Different surgeons will feel differently on this. If this was elective, the chole was probably removed for stones and was not actively infected (cholelithiasis not cholecystitis) and therefore should not be a big infection risk; irrigate and close. Some people would argue the bile is totally 'sterile' in this situation. Some surgeons are a lot more conservative when putting in mesh and only want a pristine field; I think most are in the first category with bile spillage and just irrigate well before placing the mesh.
Also, the actual amount of spillage is always debatable; you may have thought it was a lot but others may not. i.e. was it all over the belly or contained to the RUQ; consistency and color (does it look infected?) also make a difference. Now, if there was fecal spillage, that is a different matter. Most will either not place any mesh and plan repair in the future or place a biologic mesh depending on the clinical scenario.

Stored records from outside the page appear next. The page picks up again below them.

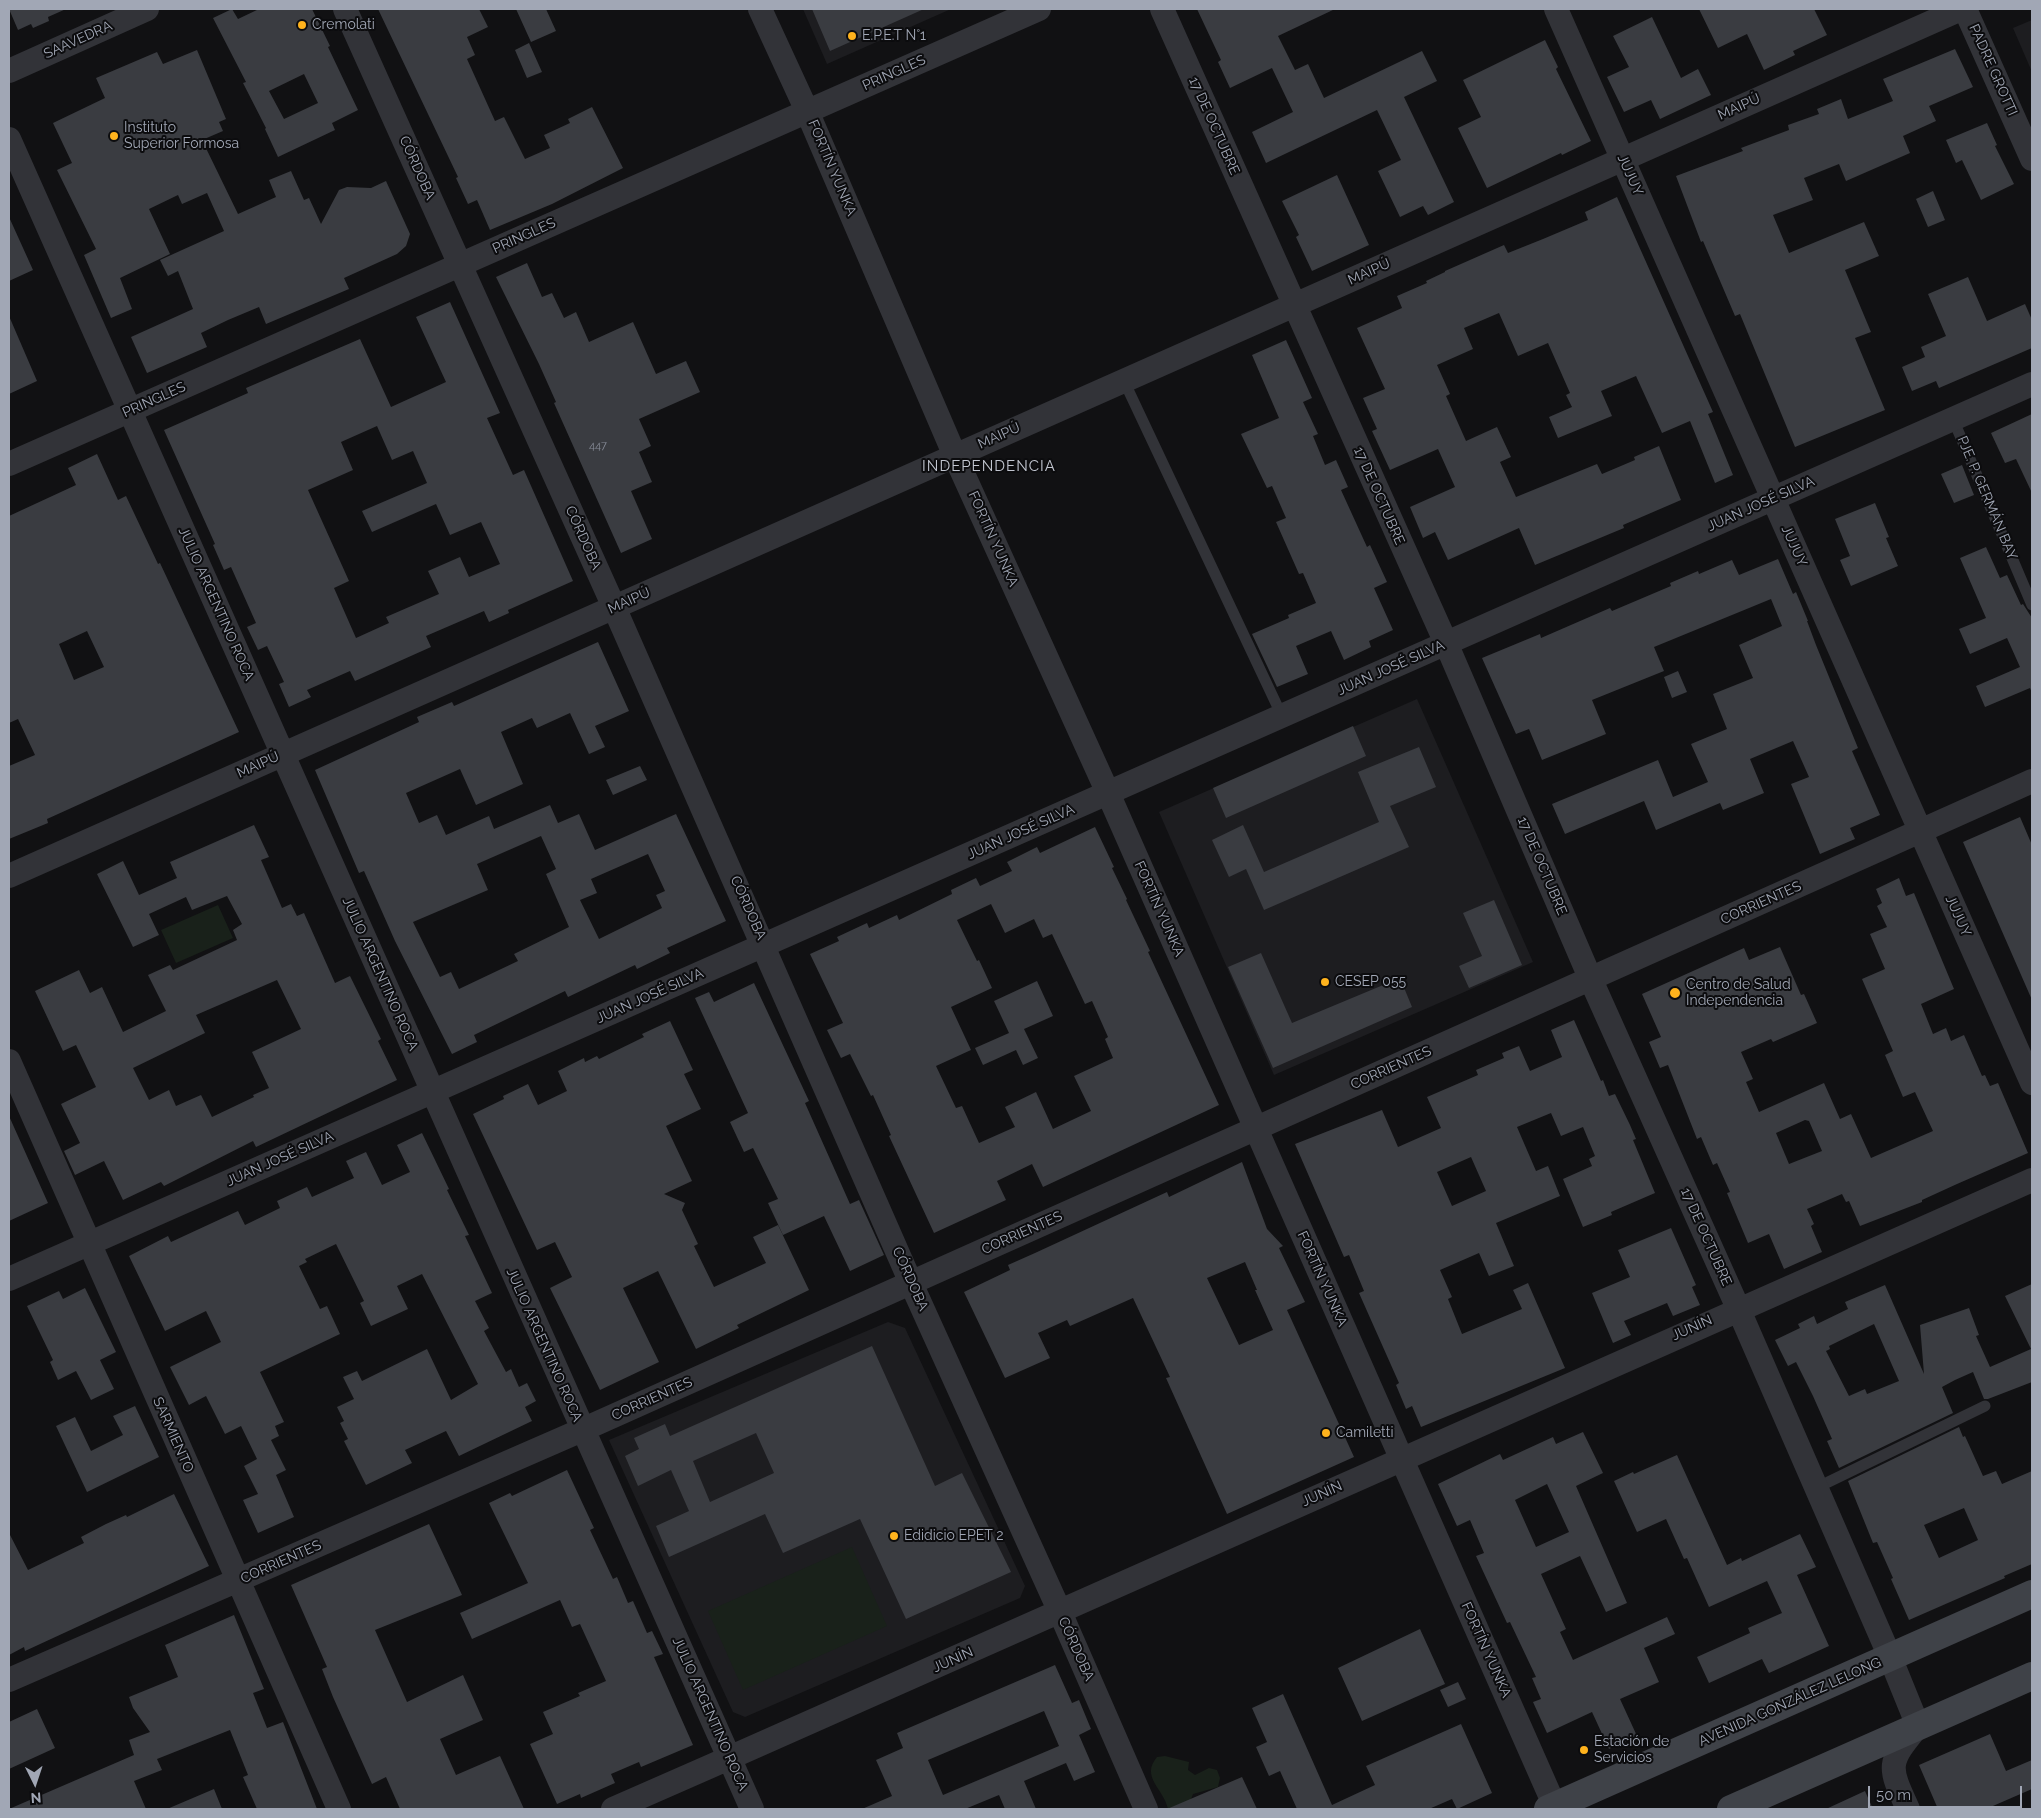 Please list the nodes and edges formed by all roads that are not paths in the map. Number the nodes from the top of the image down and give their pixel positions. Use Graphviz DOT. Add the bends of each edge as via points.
graph roads {
  1 [pos="147,9"];
  2 [pos="345,9"];
  3 [pos="760,9"];
  4 [pos="1039,9"];
  5 [pos="1162,9"];
  6 [pos="1556,9"];
  7 [pos="1961,9"];
  8 [pos="1965,9"];
  9 [pos="9,71"];
  10 [pos="807,111"];
  11 [pos="9,139"];
  12 [pos="1623,159"];
  13 [pos="2032,160"];
  14 [pos="460,264"];
  15 [pos="1293,305"];
  16 [pos="1124,381"];
  17 [pos="2032,384"];
  18 [pos="129,411"];
  19 [pos="1953,419"];
  20 [pos="955,456"];
  21 [pos="9,464"];
  22 [pos="1773,499"];
  23 [pos="2032,605"];
  24 [pos="614,607"];
  25 [pos="1446,643"];
  26 [pos="1282,716"];
  27 [pos="283,754"];
  28 [pos="2032,781"];
  29 [pos="1108,793"];
  30 [pos="1921,831"];
  31 [pos="9,876"];
  32 [pos="764,945"];
  33 [pos="1591,980"];
  34 [pos="9,1061"];
  35 [pos="2032,1083"];
  36 [pos="432,1092"];
  37 [pos="1255,1128"];
  38 [pos="2032,1180"];
  39 [pos="89,1244"];
  40 [pos="9,1279"];
  41 [pos="911,1283"];
  42 [pos="1738,1308"];
  43 [pos="1985,1406"];
  44 [pos="582,1430"];
  45 [pos="1401,1458"];
  46 [pos="1816,1488"];
  47 [pos="237,1581"];
  48 [pos="2032,1594"];
  49 [pos="1060,1612"];
  50 [pos="1890,1657"];
  51 [pos="2032,1676"];
  52 [pos="9,1680"];
  53 [pos="1918,1726"];
  54 [pos="730,1758"];
  55 [pos="1553,1808"];
  56 [pos="339,1809"];
  57 [pos="613,1809"];
  58 [pos="752,1809"];
  59 [pos="1146,1809"];
  60 [pos="1731,1809"];
  61 [pos="1908,1809"];
  1 -- 9 [label="street, SAAVEDRA"];
  2 -- 14 [label="street, CÓRDOBA"];
  3 -- 10 [label="street, FORTÍN YUNKA"];
  4 -- 10 [label="street, PRINGLES"];
  5 -- 15 [label="street, 17 DE OCTUBRE"];
  6 -- 12 [label="street, JUJUY"];
  7 -- 12 [label="street, MAIPÚ"];
  8 -- 13 [label="street, PADRE GROTTI"];
  10 -- 14 [label="street, PRINGLES"];
  10 -- 20 [label="street, FORTÍN YUNKA"];
  11 -- 18 [label="street, JULIO ARGENTINO ROCA"];
  12 -- 15 [label="street, MAIPÚ"];
  12 -- 22 [label="street, JUJUY"];
  14 -- 18 [label="street, PRINGLES"];
  14 -- 24 [label="street, CÓRDOBA"];
  15 -- 16 [label="street, MAIPÚ"];
  15 -- 25 [label="street, 17 DE OCTUBRE"];
  16 -- 20 [label="street, MAIPÚ"];
  16 -- 26 [label="lane"];
  17 -- 19 [label="street, JUAN JOSÉ SILVA"];
  18 -- 21 [label="street, PRINGLES"];
  18 -- 27 [label="street, JULIO ARGENTINO ROCA"];
  19 -- 22 [label="street, JUAN JOSÉ SILVA"];
  19 -- 23 [label="lane, PJE. P. GERMÁN BAY"];
  20 -- 24 [label="street, MAIPÚ"];
  20 -- 29 [label="street, FORTÍN YUNKA"];
  22 -- 25 [label="street, JUAN JOSÉ SILVA"];
  22 -- 30 [label="street, JUJUY"];
  24 -- 27 [label="street, MAIPÚ"];
  24 -- 32 [label="street, CÓRDOBA"];
  25 -- 26 [label="street, JUAN JOSÉ SILVA"];
  25 -- 33 [label="street, 17 DE OCTUBRE"];
  26 -- 29 [label="street, JUAN JOSÉ SILVA"];
  27 -- 31 [label="street, MAIPÚ"];
  27 -- 36 [label="street, JULIO ARGENTINO ROCA"];
  28 -- 30 [label="street, CORRIENTES"];
  29 -- 32 [label="street, JUAN JOSÉ SILVA"];
  29 -- 37 [label="street, FORTÍN YUNKA"];
  30 -- 33 [label="street, CORRIENTES"];
  30 -- 35 [label="street, JUJUY"];
  32 -- 36 [label="street, JUAN JOSÉ SILVA"];
  32 -- 41 [label="street, CÓRDOBA"];
  33 -- 37 [label="street, CORRIENTES"];
  33 -- 42 [label="street, 17 DE OCTUBRE"];
  34 -- 39 [label="street, SARMIENTO"];
  36 -- 39 [label="street, JUAN JOSÉ SILVA"];
  36 -- 44 [label="street, JULIO ARGENTINO ROCA"];
  37 -- 41 [label="street, CORRIENTES"];
  37 -- 45 [label="street, FORTÍN YUNKA"];
  38 -- 42 [label="street, JUNÍN"];
  39 -- 40 [label="street, JUAN JOSÉ SILVA"];
  39 -- 47 [label="street, SARMIENTO"];
  41 -- 44 [label="street, CORRIENTES"];
  41 -- 49 [label="street, CÓRDOBA"];
  42 -- 45 [label="street, JUNÍN"];
  42 -- 46 [label="street, 17 DE OCTUBRE"];
  43 -- 46 [label="lane"];
  44 -- 47 [label="street, CORRIENTES"];
  44 -- 54 [label="street, JULIO ARGENTINO ROCA"];
  45 -- 49 [label="street, JUNÍN"];
  45 -- 55 [label="street, FORTÍN YUNKA"];
  46 -- 50 [label="street, 17 DE OCTUBRE"];
  47 -- 52 [label="street, CORRIENTES"];
  47 -- 56 [label="street, SARMIENTO"];
  48 -- 50 [label="main road, AVENIDA GONZÁLEZ LELONG"];
  49 -- 54 [label="street, JUNÍN"];
  49 -- 59 [label="street, CÓRDOBA"];
  50 -- 53 [label="street, 17 DE OCTUBRE"];
  50 -- 55 [label="main road, AVENIDA GONZÁLEZ LELONG"];
  51 -- 53 [label="main road"];
  53 -- 60 [label="main road"];
  53 -- 61 [label="street" via="1900,1747 1892,1764 1897,1786"];
  54 -- 57 [label="street, JUNÍN"];
  54 -- 58 [label="street, JULIO ARGENTINO ROCA"];
} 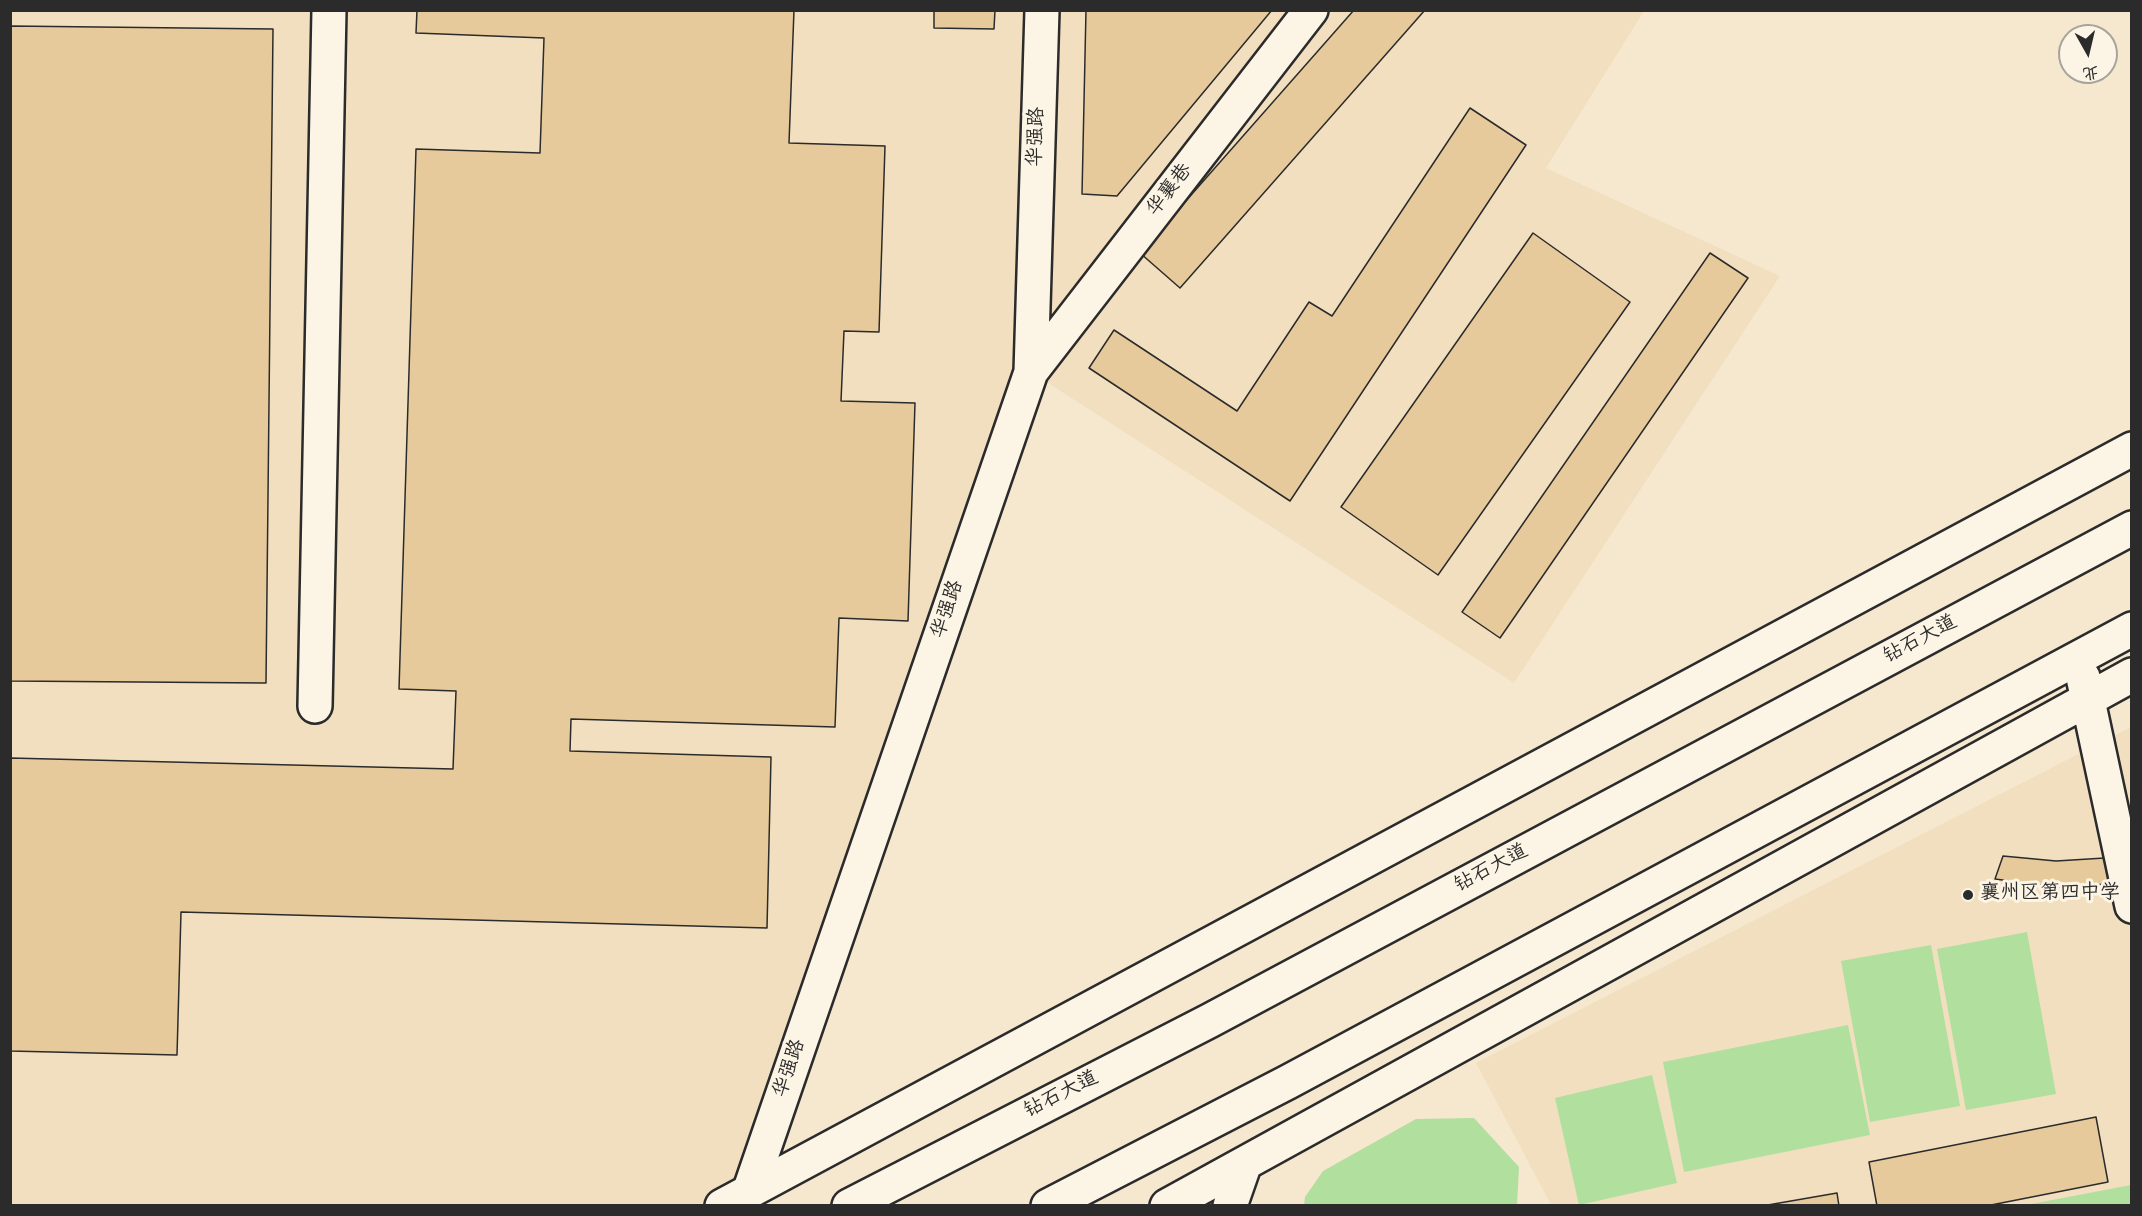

This would have been a good question to ask the surgeon in the OR as it has some good teaching points and would have showed both some interest and some thought/preparedness on your part. (Sorry, other threads in other forums about the uselessness of scrubbing cases as a student have me on a bit of a soapbox. My point is, don't be afraid to ask good questions. Clearly you are thinking about why certain decisions are made. Even if you don't go into surgery, recognizing mesh and other implants as a possible infection source is important).